И все-таки право судить Иванова Смоктуновский оставляет только за ним самим. В четвертом действии он не смотрит на него со стороны. Он сам не оценивает своего персонажа. Только взгляд изнутри, только мысли-чувства самого Иванова. Главный судья, выносящий приговор: тот, прежний Иванов. Смоктуновский вводит эту тень как главного персонажа душевной жизни. Его Иванов судит сам себя:

«С позиций того Иванова, прекрасного, высокого...

Я надсмеялся над собою, дав себя уговорить.

Возмущен собою предельно.

Тут протестует вся его прежняя натура либерала.

ЕГО ПОЛОЖЕНИЕ: НА ЕГО ГЛАЗАХ СОВЕРШАЕТСЯ УЖАСНОЕ, А ОН НИЧЕГО НЕ МОЖЕТ СДЕЛАТЬ...».

Он судит себя с позиций того, несгибаемого Иванова, которого он угадывал в докторе Львове (себя прежнего), и потому глупые обвинения доктора разом попадают в сердце. Услышал артикулированный собственный приговор: «Вы— подлец».

Поразительно, но, находя точные и неожиданные внутренние мотивировки той или иной фразе Иванова, Смоктуновский не приводит ни одной внутренней мотивировки выстрела. Его Иванов как бы совсем не думает о револьвере в кармане жениховского фрака. Ни на секунду не задумывается о последствиях своего поступка. Его не тревожит ни грех самоубийства, ни то, «какие сны в том смертном сне приснятся», ни то, что он заливает кровью подвенечное платье своей невесты.

Рассуждения о выстреле предельно надличны, абстрактны:

«Оказывается, что для того, чтобы быть человеком, - нужно застрелиться.

Если не сделать этого, то...

Выстрел: победа совести над компромиссом.

Вот все соблазны мира - и они кричат, чтобы на них клювали. А он тоже хочет их, тоже - клюет, но борется с собой, чтобы не было этого...

Есть, должны быть, какие-то ценности человека, равные жизни, если происходит такая смерть...».

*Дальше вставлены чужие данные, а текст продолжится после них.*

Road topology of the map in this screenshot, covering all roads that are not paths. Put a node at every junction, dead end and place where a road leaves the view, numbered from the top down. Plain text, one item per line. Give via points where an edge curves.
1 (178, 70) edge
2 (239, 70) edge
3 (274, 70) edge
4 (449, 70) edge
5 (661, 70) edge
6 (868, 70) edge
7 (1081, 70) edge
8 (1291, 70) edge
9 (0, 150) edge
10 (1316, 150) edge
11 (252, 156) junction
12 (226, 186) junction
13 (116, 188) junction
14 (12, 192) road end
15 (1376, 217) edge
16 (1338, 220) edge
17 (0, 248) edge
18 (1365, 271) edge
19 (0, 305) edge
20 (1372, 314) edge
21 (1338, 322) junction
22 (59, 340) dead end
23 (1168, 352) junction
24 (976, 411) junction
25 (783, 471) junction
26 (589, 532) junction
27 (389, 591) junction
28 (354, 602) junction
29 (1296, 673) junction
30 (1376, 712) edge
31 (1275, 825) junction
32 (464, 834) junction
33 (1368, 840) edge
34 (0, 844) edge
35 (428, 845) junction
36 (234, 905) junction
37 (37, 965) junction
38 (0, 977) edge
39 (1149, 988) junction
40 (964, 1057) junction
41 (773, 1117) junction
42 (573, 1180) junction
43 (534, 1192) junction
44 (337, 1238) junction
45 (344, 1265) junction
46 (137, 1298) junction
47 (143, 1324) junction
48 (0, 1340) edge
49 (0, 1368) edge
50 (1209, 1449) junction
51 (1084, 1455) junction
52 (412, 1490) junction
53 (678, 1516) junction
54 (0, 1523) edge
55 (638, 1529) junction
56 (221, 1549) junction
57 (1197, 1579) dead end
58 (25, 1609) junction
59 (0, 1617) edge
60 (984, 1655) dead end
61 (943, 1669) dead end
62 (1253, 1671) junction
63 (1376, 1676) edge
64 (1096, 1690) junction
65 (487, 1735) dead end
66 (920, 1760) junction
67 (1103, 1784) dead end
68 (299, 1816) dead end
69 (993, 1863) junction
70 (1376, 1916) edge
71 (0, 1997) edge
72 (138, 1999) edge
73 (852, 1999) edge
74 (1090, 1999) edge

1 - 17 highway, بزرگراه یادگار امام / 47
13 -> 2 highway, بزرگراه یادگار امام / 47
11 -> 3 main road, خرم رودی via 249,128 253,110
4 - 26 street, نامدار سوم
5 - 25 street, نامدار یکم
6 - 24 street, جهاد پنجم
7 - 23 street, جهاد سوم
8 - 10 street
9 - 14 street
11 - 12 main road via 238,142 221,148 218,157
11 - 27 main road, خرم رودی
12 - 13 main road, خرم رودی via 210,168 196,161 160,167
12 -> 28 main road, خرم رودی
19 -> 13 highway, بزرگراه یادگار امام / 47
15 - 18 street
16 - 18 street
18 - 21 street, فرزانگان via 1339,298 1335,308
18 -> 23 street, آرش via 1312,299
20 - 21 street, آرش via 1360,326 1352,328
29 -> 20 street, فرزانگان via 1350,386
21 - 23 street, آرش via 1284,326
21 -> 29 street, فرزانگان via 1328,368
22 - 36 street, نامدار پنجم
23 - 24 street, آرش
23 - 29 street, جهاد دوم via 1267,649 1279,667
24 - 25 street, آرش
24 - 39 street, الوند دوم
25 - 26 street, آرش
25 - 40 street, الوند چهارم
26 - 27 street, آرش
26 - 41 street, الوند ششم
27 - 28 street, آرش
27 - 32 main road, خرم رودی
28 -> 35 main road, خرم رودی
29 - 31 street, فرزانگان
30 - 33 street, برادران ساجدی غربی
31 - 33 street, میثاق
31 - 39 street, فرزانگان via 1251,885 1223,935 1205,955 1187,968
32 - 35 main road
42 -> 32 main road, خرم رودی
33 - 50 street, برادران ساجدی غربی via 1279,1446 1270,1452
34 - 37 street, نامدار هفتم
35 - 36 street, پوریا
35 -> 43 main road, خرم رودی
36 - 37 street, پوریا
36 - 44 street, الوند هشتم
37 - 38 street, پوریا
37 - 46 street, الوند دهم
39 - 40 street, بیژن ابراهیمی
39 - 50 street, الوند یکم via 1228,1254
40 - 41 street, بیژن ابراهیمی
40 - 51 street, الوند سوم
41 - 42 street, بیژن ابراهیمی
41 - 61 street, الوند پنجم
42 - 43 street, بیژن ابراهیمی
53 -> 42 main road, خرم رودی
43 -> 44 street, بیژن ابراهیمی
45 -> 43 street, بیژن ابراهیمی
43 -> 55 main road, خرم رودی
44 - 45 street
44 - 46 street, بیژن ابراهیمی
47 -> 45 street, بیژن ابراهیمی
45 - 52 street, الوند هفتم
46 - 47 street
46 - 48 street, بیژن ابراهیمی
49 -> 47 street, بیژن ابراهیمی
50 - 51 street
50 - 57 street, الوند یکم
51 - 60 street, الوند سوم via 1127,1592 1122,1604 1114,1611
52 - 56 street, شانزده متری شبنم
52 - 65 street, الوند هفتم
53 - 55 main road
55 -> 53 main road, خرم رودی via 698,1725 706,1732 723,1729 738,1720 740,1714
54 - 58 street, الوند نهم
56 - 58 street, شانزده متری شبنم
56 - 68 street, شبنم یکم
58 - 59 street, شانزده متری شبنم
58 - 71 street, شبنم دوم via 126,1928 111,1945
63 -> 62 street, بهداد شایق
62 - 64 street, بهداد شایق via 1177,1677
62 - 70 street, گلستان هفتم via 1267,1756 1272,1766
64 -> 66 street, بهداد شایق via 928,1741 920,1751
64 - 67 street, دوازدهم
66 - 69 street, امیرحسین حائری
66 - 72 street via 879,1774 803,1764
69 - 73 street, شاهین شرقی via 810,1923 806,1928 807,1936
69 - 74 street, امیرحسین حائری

Пожалуй, для этого Иванова выстрел — поступок, навязанный авторской волей. Логичнее, естественнее был бы для него первый вариант финала пьесы: разрыв сердца. Выстрела в спектакле не было слышно. Просто расступались свадебные гости, и перед зрителями лежало скорченное тело в центре сцены.